Provided data: Begin
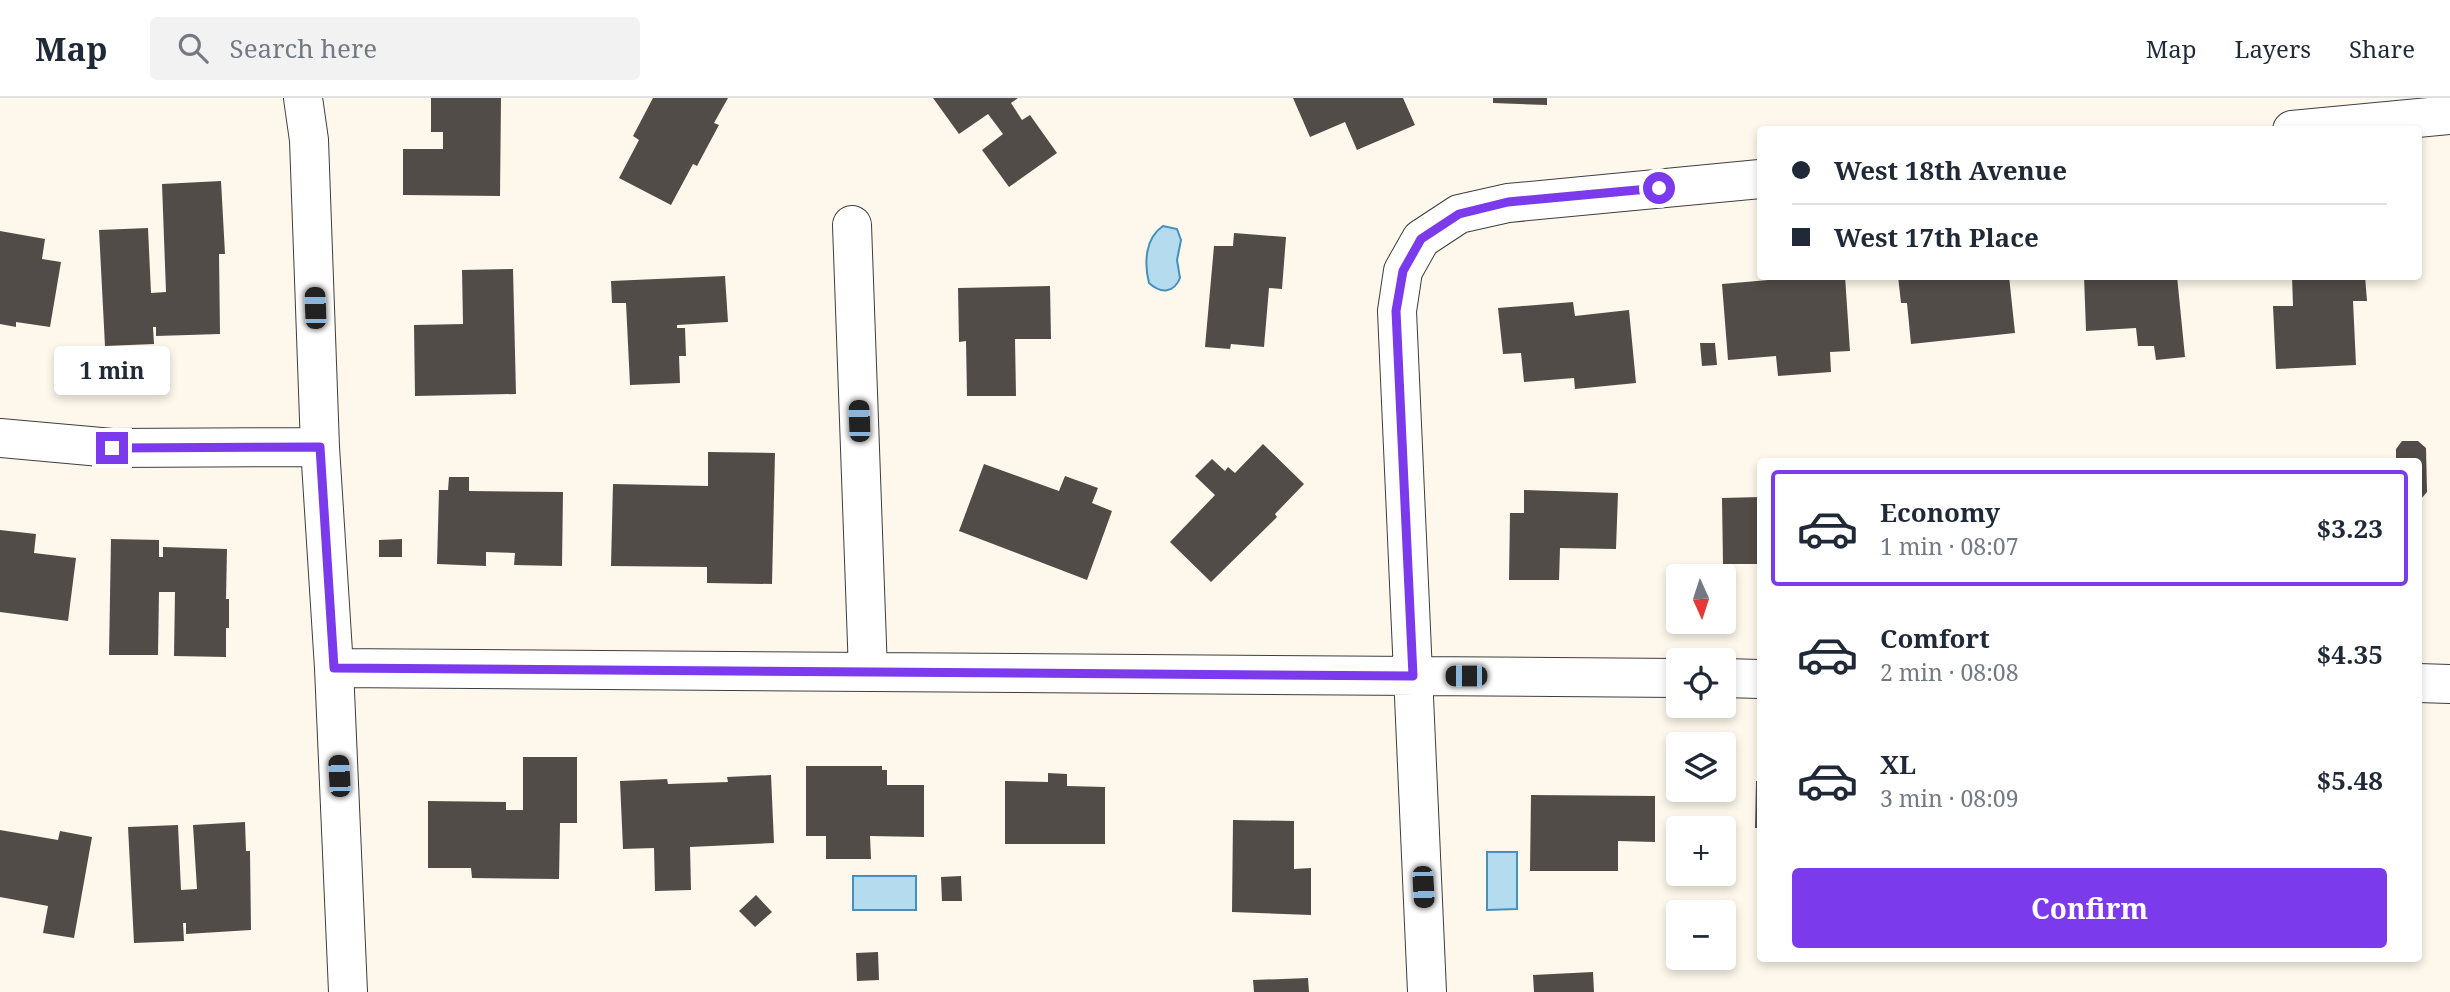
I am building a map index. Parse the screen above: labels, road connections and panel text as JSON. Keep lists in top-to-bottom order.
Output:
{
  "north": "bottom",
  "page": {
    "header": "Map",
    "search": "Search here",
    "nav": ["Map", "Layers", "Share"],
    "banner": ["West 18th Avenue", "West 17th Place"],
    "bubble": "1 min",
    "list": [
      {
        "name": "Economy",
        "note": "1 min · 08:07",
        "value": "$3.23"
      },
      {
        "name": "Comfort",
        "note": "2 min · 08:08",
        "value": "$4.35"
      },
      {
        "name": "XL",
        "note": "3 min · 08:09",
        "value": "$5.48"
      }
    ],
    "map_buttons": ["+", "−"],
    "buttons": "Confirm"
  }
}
Provided data: End
- **Task item**: If a record above holds a picture, leave the picture out and write out everything else exactly.

- **Response**:
I am building a map index. Parse the screen above: labels, road connections and panel text as JSON. Keep lists in top-to-bottom order.
Output:
{
  "north": "bottom",
  "page": {
    "header": "Map",
    "search": "Search here",
    "nav": ["Map", "Layers", "Share"],
    "banner": ["West 18th Avenue", "West 17th Place"],
    "bubble": "1 min",
    "list": [
      {
        "name": "Economy",
        "note": "1 min · 08:07",
        "value": "$3.23"
      },
      {
        "name": "Comfort",
        "note": "2 min · 08:08",
        "value": "$4.35"
      },
      {
        "name": "XL",
        "note": "3 min · 08:09",
        "value": "$5.48"
      }
    ],
    "map_buttons": ["+", "−"],
    "buttons": "Confirm"
  }
}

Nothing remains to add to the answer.